### EXERCISE OBJECTIVE
Return each record word for word and omit the pictures.

(Entries taken from a collection)
★ ★ ★ ★ ★ ★ ★
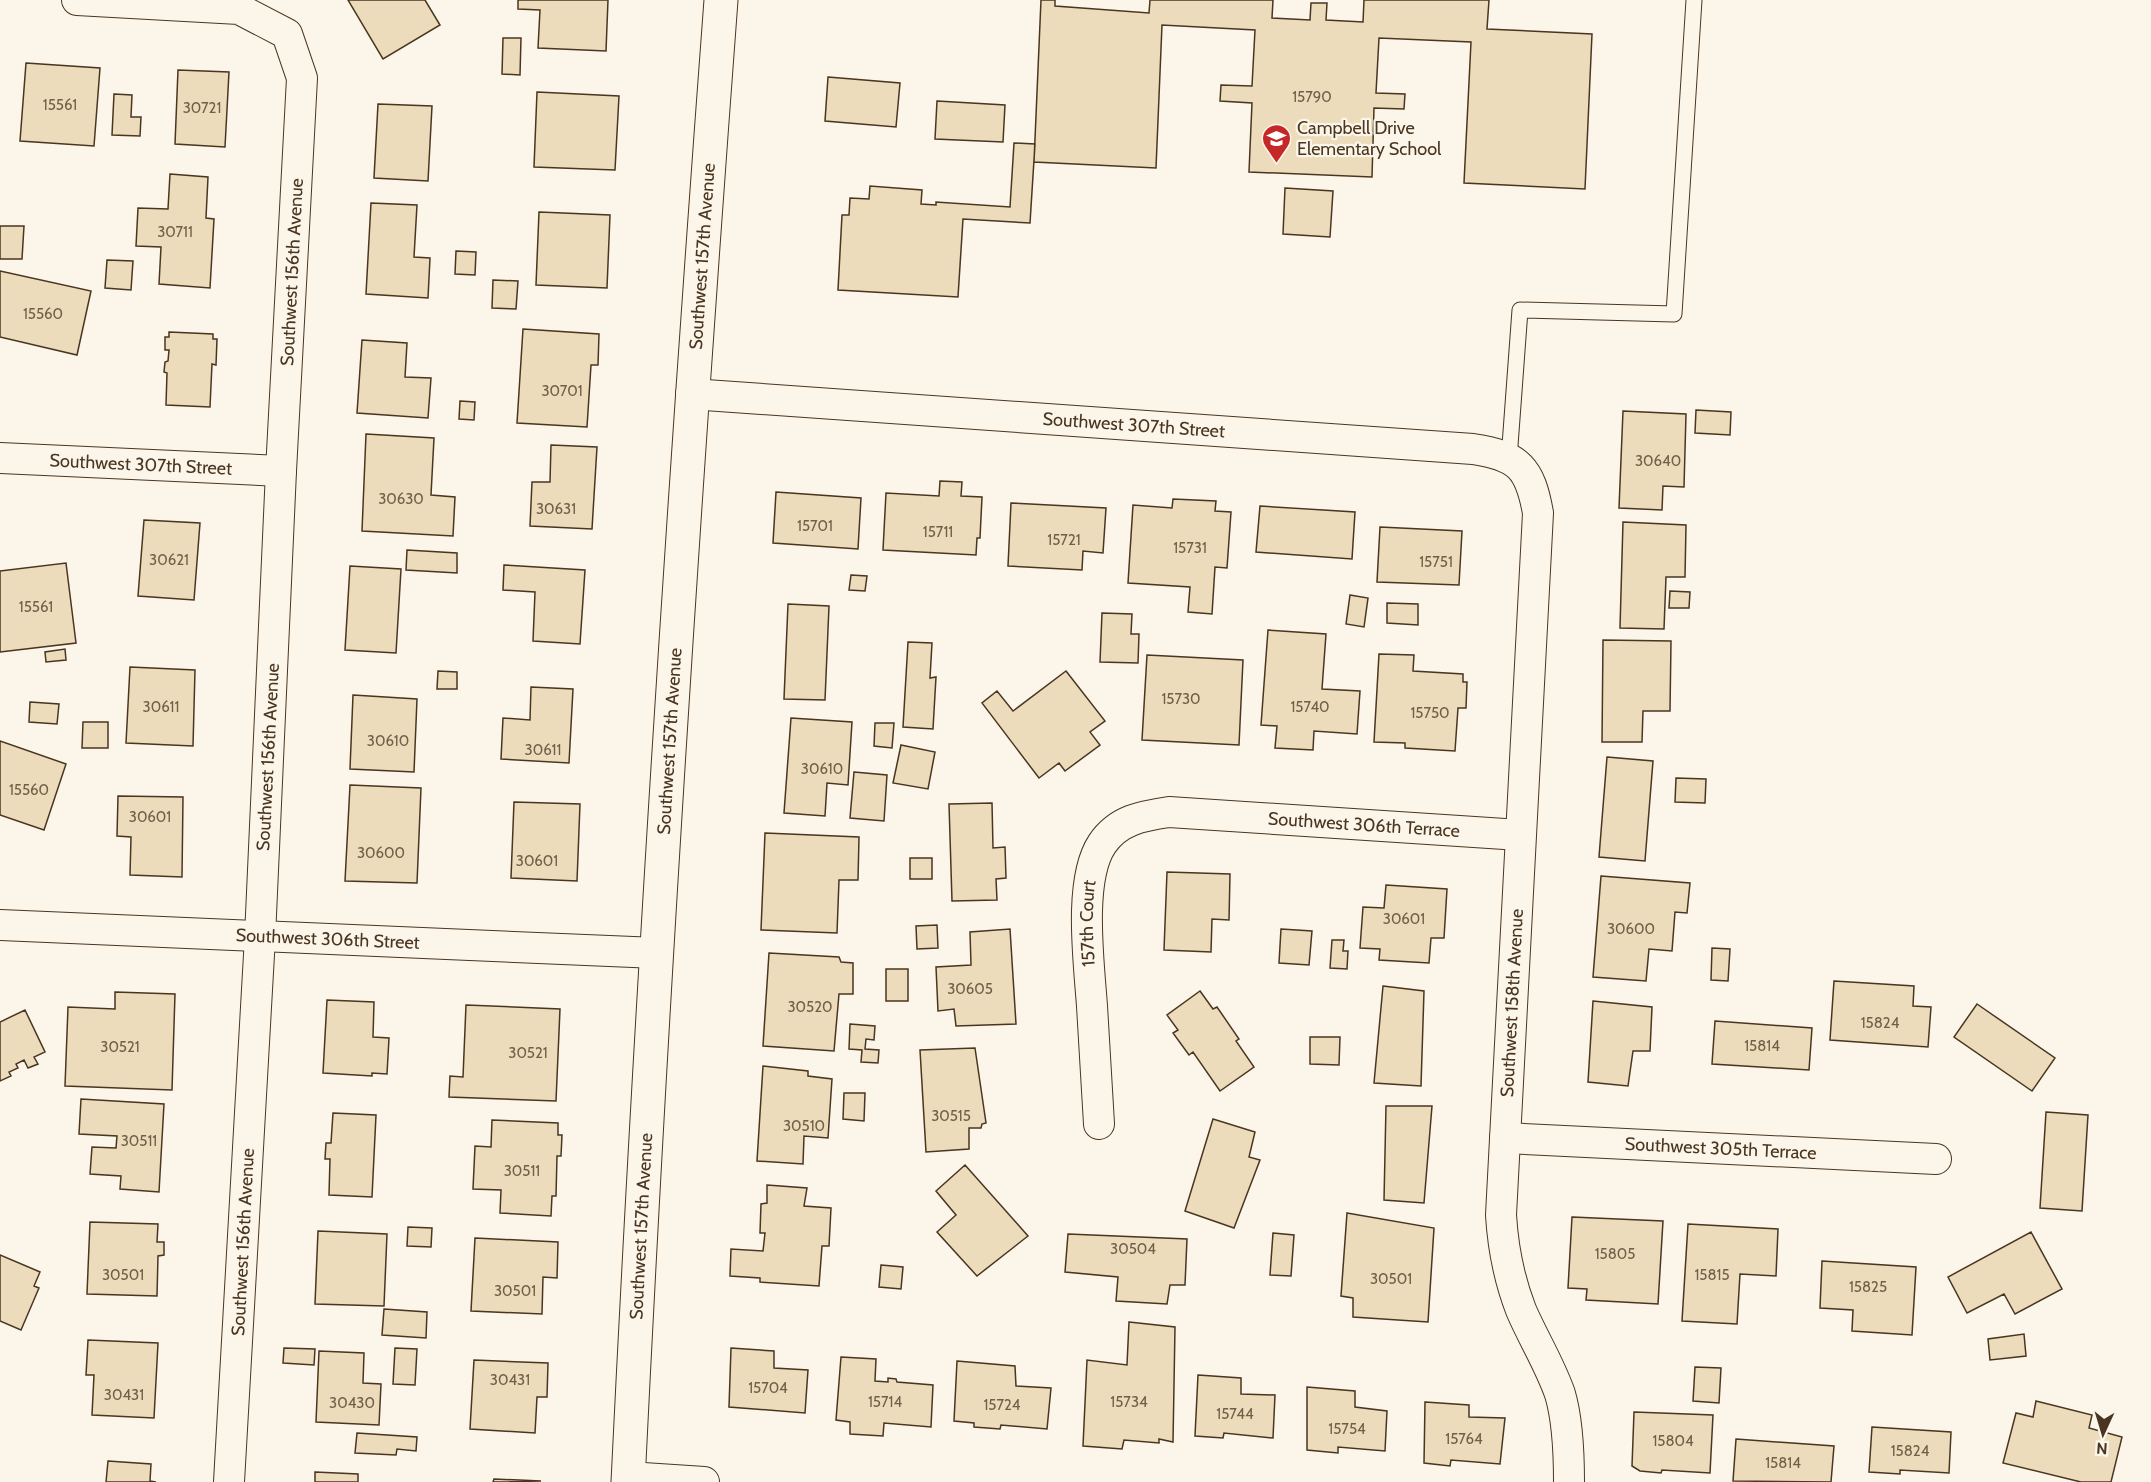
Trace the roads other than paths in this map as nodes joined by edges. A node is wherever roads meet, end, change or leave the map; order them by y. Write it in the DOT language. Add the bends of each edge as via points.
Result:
graph roads {
  1 [pos="77,0"];
  2 [pos="721,0"];
  3 [pos="1694,0"];
  4 [pos="691,394"];
  5 [pos="0,458"];
  6 [pos="1509,459"];
  7 [pos="281,471"];
  8 [pos="1538,513"];
  9 [pos="1209,815"];
  10 [pos="1520,835"];
  11 [pos="0,925"];
  12 [pos="260,937"];
  13 [pos="657,953"];
  14 [pos="1099,1124"];
  15 [pos="1505,1138"];
  16 [pos="1936,1159"];
  17 [pos="628,1479"];
  18 [pos="229,1482"];
  19 [pos="704,1482"];
  20 [pos="1569,1482"];
  1 -- 7 [label="street, Southwest 156th Avenue" via="239,9 287,34 302,78"];
  2 -- 4 [label="street, Southwest 157th Avenue"];
  3 -- 6 [label="lane" via="1674,314 1520,310"];
  4 -- 6 [label="street, Southwest 307th Street" via="1473,449"];
  4 -- 13 [label="street, Southwest 157th Avenue"];
  5 -- 7 [label="street, Southwest 307th Street"];
  6 -- 8 [label="street, Southwest 307th Street" via="1530,480"];
  7 -- 12 [label="street, Southwest 156th Avenue"];
  8 -- 10 [label="street, Southwest 158th Avenue"];
  9 -- 10 [label="street, Southwest 306th Terrace"];
  9 -- 14 [label="street, 157th Court" via="1169,812 1141,816 1119,825 1095,857 1088,920"];
  10 -- 15 [label="street, Southwest 158th Avenue"];
  11 -- 12 [label="street, Southwest 306th Street"];
  12 -- 13 [label="street, Southwest 306th Street"];
  12 -- 18 [label="street, Southwest 156th Avenue"];
  13 -- 17 [label="street, Southwest 157th Avenue"];
  15 -- 16 [label="street, Southwest 305th Terrace"];
  15 -- 20 [label="street, Southwest 158th Avenue" via="1501,1215 1507,1265 1522,1311 1560,1396"];
  17 -- 19 [label="street"];
}
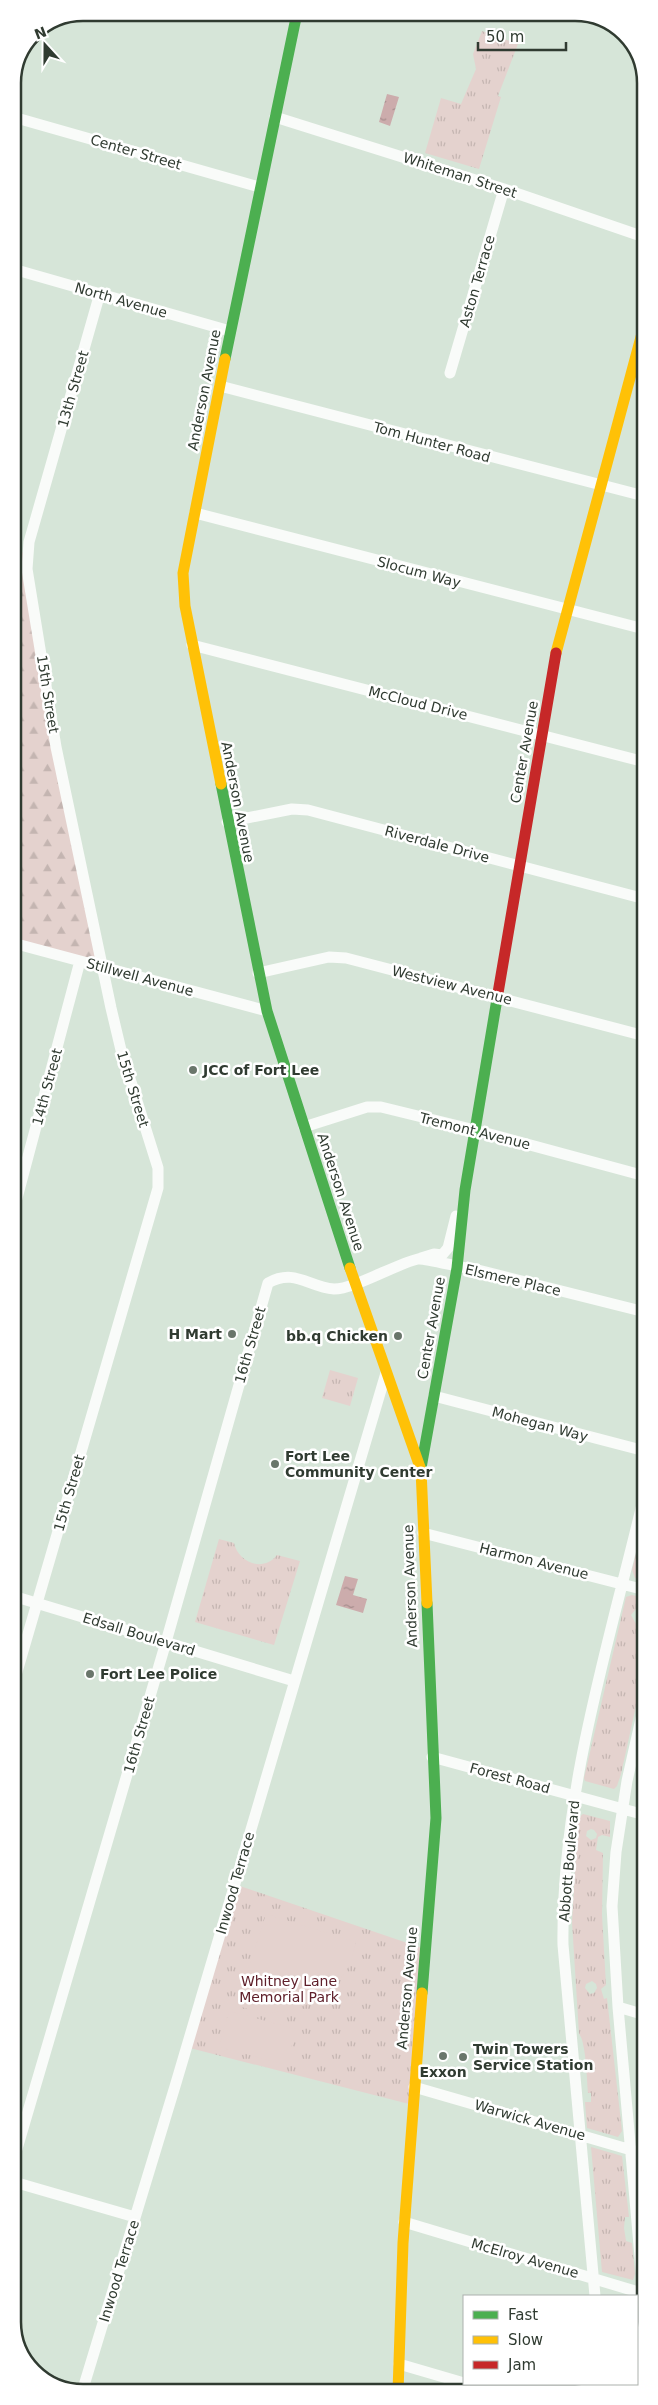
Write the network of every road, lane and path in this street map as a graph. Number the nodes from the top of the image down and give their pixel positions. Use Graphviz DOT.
★ ★ ★ ★ ★ ★ ★
### ANSWER TO THE PROBLEM
Trace the roads other than paths in this map as nodes joined by edges. A node is wherever roads meet, end, change or leave the map; order them by y. Write it in the DOT language. Add the bends of each edge as via points.
Result:
graph roads {
  1 [pos="77,0"];
  2 [pos="721,0"];
  3 [pos="1694,0"];
  4 [pos="691,394"];
  5 [pos="0,458"];
  6 [pos="1509,459"];
  7 [pos="281,471"];
  8 [pos="1538,513"];
  9 [pos="1209,815"];
  10 [pos="1520,835"];
  11 [pos="0,925"];
  12 [pos="260,937"];
  13 [pos="657,953"];
  14 [pos="1099,1124"];
  15 [pos="1505,1138"];
  16 [pos="1936,1159"];
  17 [pos="628,1479"];
  18 [pos="229,1482"];
  19 [pos="704,1482"];
  20 [pos="1569,1482"];
  1 -- 7 [label="street, Southwest 156th Avenue" via="239,9 287,34 302,78"];
  2 -- 4 [label="street, Southwest 157th Avenue"];
  3 -- 6 [label="lane" via="1674,314 1520,310"];
  4 -- 6 [label="street, Southwest 307th Street" via="1473,449"];
  4 -- 13 [label="street, Southwest 157th Avenue"];
  5 -- 7 [label="street, Southwest 307th Street"];
  6 -- 8 [label="street, Southwest 307th Street" via="1530,480"];
  7 -- 12 [label="street, Southwest 156th Avenue"];
  8 -- 10 [label="street, Southwest 158th Avenue"];
  9 -- 10 [label="street, Southwest 306th Terrace"];
  9 -- 14 [label="street, 157th Court" via="1169,812 1141,816 1119,825 1095,857 1088,920"];
  10 -- 15 [label="street, Southwest 158th Avenue"];
  11 -- 12 [label="street, Southwest 306th Street"];
  12 -- 13 [label="street, Southwest 306th Street"];
  12 -- 18 [label="street, Southwest 156th Avenue"];
  13 -- 17 [label="street, Southwest 157th Avenue"];
  15 -- 16 [label="street, Southwest 305th Terrace"];
  15 -- 20 [label="street, Southwest 158th Avenue" via="1501,1215 1507,1265 1522,1311 1560,1396"];
  17 -- 19 [label="street"];
}
Write the network of every road, lane and path in this street map as a graph. Number the nodes from the top of the image down and give their pixel positions. Use Graphviz DOT.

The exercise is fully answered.